Ses salons n’ont pas eu lieu pendant deux ans, entre temps il y a eu un déménagement à Francfort et un repli à Berlin, les raisons pour lesquelles elle ne veut plus parler. Les investissements ont été coulés, les communiqués de presse ont déjà été faits, le sujet est coché. Au lieu de cela, elle dirige son regard et son énergie vers l’avant.
Et cette concentration, leur ouverture d’esprit et leur intrépidité face à la nouveauté sont ce dont nous avons besoin maintenant. La pandémie a réduit les rencontres entre les personnes au strict minimum et remet en question le modèle économique des salons. Les marques de mode ont appris à traiter numériquement les commandes avec les détaillants, certaines marques préfèrent vendre elles-mêmes aux clients finaux – en ligne.
Anita Tillmann réagit à tous ces changements dans l’écosystème de la mode avec son prochain événement, qu’elle a baptisé « Premium Group Kosmos ». A la demande de l’industrie, le salon de la mode contemporaine Premium and Seek, spécialisé dans le streetwear, se déroule sur un seul site – au lieu de deux comme par le passé. Car les réunions physiques telles que les salons devront être plus concentrées à l’avenir.
Pour la première fois, le Groupe Premium invite à l’événement « The Ground » et avec lui les consommateurs finaux. Il y aura des séances de musique, de sport et de bien-être et un espace vintage. Le groupe cible principal est la Gen Y et la Gen Z. Comment attirer la jeune génération sur un site avec des événements B2B ? Avec des noms branchés de la scène de la mode berlinoise. « Chez The Ground, nous discutons avec Highsnobiety, Gate194, Reference Studios, Overkill, Voo Store, entre autres », explique Tillmann.

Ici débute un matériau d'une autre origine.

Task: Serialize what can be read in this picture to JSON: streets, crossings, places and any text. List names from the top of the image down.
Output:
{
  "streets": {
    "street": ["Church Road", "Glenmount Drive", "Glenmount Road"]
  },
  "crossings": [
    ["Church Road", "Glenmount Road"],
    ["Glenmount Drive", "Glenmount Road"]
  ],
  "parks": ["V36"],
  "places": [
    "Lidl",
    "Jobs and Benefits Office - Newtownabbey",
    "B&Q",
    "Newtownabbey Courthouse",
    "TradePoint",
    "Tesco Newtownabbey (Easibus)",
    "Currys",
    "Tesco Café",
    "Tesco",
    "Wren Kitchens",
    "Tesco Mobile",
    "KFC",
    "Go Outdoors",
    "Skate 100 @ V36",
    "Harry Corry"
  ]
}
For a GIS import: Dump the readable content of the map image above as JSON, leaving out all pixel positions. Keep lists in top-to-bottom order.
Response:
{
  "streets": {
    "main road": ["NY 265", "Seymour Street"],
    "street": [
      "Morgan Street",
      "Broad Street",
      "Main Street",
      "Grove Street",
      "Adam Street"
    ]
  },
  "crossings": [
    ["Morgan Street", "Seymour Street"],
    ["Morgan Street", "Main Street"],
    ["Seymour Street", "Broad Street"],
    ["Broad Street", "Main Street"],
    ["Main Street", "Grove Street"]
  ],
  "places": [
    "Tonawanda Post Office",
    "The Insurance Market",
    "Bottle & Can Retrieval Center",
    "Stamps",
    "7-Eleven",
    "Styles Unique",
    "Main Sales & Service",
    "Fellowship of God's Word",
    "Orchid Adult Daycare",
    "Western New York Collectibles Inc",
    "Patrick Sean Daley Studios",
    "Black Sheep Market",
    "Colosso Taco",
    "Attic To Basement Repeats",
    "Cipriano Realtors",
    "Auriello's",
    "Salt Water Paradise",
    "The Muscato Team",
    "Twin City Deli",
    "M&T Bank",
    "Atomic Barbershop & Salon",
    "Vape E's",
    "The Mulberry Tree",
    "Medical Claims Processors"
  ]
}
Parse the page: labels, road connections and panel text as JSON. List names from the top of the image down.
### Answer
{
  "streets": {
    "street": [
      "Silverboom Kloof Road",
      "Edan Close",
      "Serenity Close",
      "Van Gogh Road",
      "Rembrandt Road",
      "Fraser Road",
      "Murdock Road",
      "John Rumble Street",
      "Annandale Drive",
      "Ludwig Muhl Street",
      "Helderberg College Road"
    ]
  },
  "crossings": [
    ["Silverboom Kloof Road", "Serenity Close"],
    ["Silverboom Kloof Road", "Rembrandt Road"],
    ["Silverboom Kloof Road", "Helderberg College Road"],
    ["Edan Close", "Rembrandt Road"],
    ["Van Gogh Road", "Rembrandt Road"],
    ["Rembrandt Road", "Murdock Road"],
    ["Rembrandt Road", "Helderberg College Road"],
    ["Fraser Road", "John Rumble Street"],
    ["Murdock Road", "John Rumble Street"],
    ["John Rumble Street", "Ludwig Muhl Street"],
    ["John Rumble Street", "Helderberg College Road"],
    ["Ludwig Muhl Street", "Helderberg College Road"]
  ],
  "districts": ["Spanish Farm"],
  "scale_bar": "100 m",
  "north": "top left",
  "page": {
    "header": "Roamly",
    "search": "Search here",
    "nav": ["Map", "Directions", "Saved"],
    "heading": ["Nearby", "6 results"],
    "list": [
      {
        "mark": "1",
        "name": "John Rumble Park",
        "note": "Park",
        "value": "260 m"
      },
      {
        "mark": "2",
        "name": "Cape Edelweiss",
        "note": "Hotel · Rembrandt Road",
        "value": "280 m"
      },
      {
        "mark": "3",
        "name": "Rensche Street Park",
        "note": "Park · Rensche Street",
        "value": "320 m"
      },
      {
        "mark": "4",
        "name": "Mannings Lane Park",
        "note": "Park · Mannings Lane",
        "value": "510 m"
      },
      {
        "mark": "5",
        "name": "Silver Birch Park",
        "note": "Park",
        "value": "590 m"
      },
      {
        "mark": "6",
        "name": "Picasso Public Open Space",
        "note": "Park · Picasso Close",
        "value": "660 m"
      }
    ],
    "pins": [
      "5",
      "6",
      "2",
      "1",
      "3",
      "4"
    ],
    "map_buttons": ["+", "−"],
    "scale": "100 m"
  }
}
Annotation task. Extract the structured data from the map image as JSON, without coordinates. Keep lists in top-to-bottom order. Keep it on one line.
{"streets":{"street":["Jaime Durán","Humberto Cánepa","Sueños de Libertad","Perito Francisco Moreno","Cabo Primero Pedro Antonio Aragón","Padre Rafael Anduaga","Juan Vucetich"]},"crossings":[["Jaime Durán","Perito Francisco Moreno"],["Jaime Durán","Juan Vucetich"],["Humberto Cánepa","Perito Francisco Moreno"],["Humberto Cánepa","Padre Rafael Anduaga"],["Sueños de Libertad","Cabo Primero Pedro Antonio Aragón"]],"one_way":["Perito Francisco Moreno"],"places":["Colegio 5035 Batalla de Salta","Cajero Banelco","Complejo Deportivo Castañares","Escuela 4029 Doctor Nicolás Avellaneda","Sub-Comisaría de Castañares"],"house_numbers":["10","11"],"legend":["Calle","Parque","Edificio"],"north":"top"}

C’est là que réside la force de l’entrepreneure infatigable – elle est en réseau avec les différents aspects de l’industrie comme presque personne en Allemagne, parle aux créateurs de tendances de Berlin ainsi qu’aux entreprises de mode allemandes établies de longue date.
Elle veut maintenant réunir les différentes scènes de l’industrie de la mode à Berlin. « L’événement veut attirer toutes les personnes intéressées par la mode – à Berlin, cela signifie à la fois les enfants cool de Marzahn et les passionnés de mode et de style des écoles internationales bilingues », explique Tillmann. « Nous réunissons les bulles. »
Un cosmos qui englobe toute l’industrie de la mode
Avec le nouvel événement « The Ground », Anita Tillmann a bouclé la boucle. Car la séparation classique entre marques, sociétés de négoce et clients n’existe plus, et cette séparation ne devrait pas non plus exister lors de votre événement.
Le système de la mode était assez linéaire, explique Tillmann. Elle attrape une serviette posée sur la table et commence à dessiner : A cette époque, les marques s’appelaient encore producteurs, entre elles et le retail il y avait la distribution ou les agences, et le retail vendait finalement aux consommateurs.
Mais ces temps sont révolus.
« H&M est une marque, Prada est une marque aussi. Le cosmos du feu a complètement changé. Et en plein milieu, les consommateurs finaux sont devenus des co-créateurs. Vous n’avez donc plus de relation linéaire, tout est lié », explique-t-elle en dessinant un schéma circulaire avec des flèches entre les clients finaux, le retail, les marques, leur propre distribution et le e-commerce. « Tout le monde est connecté à tout le monde, nous avons donc un cycle qui va dans toutes les directions. Il s’agit de tout l’écosystème. »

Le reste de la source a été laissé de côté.